An attorney outside of Florida called me about his clients’ plan to protect assets by purchasing a home in Florida. The attorney anticipated that a judgment may be entered against the client within the next few months. The client owned and operated a real estate construction business in Arizona. Arizona is a community property state which has no tenants by entireties ownership for husband and wife. The attorney proposed that the client buy a house in Florida jointly with his wife after which he could protect the house and jointly owned financial assets, and most importantly, his construction business, as tenants by entireties property.
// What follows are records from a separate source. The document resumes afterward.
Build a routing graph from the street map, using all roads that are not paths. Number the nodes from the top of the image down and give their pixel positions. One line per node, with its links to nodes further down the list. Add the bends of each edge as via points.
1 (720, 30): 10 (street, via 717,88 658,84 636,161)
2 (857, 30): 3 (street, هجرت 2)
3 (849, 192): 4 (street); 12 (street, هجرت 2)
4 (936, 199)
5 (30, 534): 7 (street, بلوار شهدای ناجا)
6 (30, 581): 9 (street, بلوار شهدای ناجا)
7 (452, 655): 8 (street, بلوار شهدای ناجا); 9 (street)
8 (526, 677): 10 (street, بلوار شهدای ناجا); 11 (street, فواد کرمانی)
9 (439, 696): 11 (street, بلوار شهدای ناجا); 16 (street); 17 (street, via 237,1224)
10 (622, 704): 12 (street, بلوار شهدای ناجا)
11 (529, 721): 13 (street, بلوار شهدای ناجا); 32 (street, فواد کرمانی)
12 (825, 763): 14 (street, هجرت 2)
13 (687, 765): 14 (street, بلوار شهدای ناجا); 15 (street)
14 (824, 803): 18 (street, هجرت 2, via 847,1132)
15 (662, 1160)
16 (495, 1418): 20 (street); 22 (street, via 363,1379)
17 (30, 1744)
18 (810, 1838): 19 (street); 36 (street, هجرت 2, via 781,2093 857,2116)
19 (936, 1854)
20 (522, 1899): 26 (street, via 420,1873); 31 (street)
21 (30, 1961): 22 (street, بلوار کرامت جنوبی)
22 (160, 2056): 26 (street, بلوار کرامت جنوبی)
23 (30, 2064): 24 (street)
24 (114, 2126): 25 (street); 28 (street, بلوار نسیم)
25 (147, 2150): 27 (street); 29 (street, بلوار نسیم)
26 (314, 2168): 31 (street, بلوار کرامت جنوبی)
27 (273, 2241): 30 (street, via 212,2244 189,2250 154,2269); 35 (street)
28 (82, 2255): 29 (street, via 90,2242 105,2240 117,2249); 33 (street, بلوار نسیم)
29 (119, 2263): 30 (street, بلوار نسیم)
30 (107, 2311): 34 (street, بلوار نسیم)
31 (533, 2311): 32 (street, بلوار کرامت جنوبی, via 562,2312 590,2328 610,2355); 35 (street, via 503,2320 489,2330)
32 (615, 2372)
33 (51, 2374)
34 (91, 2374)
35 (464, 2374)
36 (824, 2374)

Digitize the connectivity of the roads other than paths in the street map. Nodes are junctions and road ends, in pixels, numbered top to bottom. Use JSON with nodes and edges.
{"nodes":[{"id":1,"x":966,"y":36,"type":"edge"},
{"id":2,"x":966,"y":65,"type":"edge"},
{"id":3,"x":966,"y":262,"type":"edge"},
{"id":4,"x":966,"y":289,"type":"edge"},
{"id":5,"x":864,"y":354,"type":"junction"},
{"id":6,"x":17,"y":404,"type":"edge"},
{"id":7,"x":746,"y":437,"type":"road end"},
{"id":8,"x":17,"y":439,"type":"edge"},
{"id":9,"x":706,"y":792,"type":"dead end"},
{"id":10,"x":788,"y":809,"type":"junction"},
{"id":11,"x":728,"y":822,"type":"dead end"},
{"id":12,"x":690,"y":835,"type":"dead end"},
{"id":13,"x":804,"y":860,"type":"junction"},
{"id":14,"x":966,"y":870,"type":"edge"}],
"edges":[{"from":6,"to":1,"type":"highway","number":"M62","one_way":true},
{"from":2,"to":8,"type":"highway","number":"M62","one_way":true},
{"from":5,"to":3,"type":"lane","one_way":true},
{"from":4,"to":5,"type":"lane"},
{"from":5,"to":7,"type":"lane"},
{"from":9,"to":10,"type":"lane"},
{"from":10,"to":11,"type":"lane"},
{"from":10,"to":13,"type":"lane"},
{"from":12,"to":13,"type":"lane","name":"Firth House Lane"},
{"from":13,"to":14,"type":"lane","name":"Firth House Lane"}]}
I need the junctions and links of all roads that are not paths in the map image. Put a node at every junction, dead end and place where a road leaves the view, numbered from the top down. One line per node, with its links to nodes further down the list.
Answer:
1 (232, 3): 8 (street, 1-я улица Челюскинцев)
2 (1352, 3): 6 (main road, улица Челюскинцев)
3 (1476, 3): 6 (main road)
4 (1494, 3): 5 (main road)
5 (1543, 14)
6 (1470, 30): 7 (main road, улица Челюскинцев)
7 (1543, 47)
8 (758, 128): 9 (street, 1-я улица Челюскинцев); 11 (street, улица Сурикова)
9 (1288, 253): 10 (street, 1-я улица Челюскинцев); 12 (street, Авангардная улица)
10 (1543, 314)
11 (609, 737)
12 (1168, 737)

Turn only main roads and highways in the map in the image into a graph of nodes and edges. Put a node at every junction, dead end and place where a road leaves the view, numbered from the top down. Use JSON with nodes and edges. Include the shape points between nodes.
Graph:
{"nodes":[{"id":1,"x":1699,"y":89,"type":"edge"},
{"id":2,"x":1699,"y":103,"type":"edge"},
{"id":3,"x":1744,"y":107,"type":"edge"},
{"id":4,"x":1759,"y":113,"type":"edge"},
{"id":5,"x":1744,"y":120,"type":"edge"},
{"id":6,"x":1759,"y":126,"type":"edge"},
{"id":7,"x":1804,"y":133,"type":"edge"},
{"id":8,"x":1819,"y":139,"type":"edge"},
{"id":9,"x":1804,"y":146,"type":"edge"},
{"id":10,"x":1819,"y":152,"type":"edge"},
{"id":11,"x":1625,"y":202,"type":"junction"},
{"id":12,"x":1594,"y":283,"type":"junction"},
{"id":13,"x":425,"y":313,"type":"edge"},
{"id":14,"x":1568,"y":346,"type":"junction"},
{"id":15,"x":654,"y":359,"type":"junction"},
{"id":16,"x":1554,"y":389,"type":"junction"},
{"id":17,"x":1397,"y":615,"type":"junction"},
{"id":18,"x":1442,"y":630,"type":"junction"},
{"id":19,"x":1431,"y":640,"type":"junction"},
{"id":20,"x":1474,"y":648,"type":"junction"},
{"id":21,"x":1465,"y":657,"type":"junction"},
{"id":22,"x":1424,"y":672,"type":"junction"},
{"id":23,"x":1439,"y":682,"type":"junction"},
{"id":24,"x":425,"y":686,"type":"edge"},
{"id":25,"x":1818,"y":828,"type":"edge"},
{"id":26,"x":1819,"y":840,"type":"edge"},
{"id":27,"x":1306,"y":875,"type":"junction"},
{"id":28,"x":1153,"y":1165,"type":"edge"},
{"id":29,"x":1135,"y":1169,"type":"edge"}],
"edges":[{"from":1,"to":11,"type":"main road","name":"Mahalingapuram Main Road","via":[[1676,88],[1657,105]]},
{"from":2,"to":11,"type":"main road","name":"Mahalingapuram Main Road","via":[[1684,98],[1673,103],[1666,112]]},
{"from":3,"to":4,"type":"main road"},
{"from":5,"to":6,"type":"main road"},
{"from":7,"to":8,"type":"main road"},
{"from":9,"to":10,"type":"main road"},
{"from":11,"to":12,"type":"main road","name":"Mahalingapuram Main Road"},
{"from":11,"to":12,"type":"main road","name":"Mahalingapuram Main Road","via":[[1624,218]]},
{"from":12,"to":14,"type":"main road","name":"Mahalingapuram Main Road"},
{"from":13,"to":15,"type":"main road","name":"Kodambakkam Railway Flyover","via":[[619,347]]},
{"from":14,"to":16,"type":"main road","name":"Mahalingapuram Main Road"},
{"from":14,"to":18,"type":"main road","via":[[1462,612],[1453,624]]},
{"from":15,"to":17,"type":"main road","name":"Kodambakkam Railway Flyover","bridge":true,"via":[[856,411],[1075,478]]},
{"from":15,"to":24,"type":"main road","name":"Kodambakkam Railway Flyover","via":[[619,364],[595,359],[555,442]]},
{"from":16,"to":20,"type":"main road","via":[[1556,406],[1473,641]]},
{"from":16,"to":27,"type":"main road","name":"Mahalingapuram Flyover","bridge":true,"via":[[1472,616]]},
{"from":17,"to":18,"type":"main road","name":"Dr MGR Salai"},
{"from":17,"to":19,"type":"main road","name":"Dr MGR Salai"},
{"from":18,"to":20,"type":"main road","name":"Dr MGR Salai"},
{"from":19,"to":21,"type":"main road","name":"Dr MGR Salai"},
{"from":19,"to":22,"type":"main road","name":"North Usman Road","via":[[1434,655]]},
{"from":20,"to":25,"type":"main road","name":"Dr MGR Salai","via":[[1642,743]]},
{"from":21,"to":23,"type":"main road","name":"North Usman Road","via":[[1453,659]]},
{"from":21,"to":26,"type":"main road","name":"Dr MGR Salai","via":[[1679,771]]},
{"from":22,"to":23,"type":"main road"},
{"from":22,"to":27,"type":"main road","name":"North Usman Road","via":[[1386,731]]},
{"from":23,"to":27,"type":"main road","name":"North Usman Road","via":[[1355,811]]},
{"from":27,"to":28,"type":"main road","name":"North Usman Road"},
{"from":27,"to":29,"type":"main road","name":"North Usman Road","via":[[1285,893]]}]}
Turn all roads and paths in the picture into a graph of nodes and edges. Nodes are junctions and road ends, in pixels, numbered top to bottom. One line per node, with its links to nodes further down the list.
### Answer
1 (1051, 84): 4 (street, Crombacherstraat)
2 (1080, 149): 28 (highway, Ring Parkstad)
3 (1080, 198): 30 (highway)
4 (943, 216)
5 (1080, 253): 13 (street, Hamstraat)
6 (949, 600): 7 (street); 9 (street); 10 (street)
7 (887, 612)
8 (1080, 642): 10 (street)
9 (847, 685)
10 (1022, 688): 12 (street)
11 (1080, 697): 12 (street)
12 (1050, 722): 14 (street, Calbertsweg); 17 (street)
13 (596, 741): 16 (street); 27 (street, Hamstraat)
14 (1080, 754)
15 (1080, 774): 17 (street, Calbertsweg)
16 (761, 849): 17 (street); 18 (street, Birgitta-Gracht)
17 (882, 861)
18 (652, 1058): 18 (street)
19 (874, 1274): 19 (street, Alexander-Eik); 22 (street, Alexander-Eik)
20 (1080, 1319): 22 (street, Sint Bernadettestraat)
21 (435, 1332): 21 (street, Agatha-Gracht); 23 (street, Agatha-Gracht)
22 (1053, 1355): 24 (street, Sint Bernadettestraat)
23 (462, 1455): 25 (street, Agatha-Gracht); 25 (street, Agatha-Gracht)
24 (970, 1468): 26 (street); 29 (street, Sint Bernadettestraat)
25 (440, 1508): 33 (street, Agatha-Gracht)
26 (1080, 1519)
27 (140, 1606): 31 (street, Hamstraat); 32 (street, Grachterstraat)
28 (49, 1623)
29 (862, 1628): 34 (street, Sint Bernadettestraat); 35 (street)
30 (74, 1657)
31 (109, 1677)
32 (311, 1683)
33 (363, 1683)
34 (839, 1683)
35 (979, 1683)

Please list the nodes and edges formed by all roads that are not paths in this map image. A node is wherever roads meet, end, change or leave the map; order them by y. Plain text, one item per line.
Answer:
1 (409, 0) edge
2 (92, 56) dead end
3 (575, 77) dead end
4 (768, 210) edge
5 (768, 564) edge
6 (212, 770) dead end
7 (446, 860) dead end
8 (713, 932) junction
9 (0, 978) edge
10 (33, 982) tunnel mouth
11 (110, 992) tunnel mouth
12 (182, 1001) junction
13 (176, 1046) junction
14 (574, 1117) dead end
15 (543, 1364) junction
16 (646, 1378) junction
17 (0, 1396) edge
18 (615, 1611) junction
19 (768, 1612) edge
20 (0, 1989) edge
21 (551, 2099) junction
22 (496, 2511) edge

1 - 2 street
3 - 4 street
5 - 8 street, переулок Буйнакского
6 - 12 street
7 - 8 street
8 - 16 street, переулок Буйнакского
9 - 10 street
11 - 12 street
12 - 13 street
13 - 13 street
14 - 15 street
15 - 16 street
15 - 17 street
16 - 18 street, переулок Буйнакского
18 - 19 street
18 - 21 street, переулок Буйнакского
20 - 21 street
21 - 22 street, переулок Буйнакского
The client would obtain a Florida drivers license and voter card.
I told the attorney that the house may be a protected tenants by entireties asset but that this judgment debtor could not protect his jointly owned personal property under the tenancy by entireties immunity.
This issue has been previously addressed on this Blog but warrants repetition. Exemption law for real property is generally based on the jurisdiction where the property is located. In this example, the jointly owned Florida residence would be deemed an entireties asset owned by non-residents. Exemption of personal property- property other than real estate- is based on the laws of the debtor’s residence. Purchasing a Florida residence is not the same as one being a Florida resident. Even though this prospective debtor would have a house, a drivers license, and voters registration in Florida there were not enough other facts that would make him a Florida resident eligible for protection of his personal property under Florida’s laws.
The debtor had no plans to abandon his primary business in his home state. He planned to have his children go to school in his home state, he would spend most of the work week in his home state at his company, his marital furniture would remain where it is, and he would receive most of his mail at his present address. A person is a Florida resident if his Florida residence is his primary residence, in other words, his “family home.” Purchase of a Florida property with not permanently moving to Florida is not a viable asset protection plan.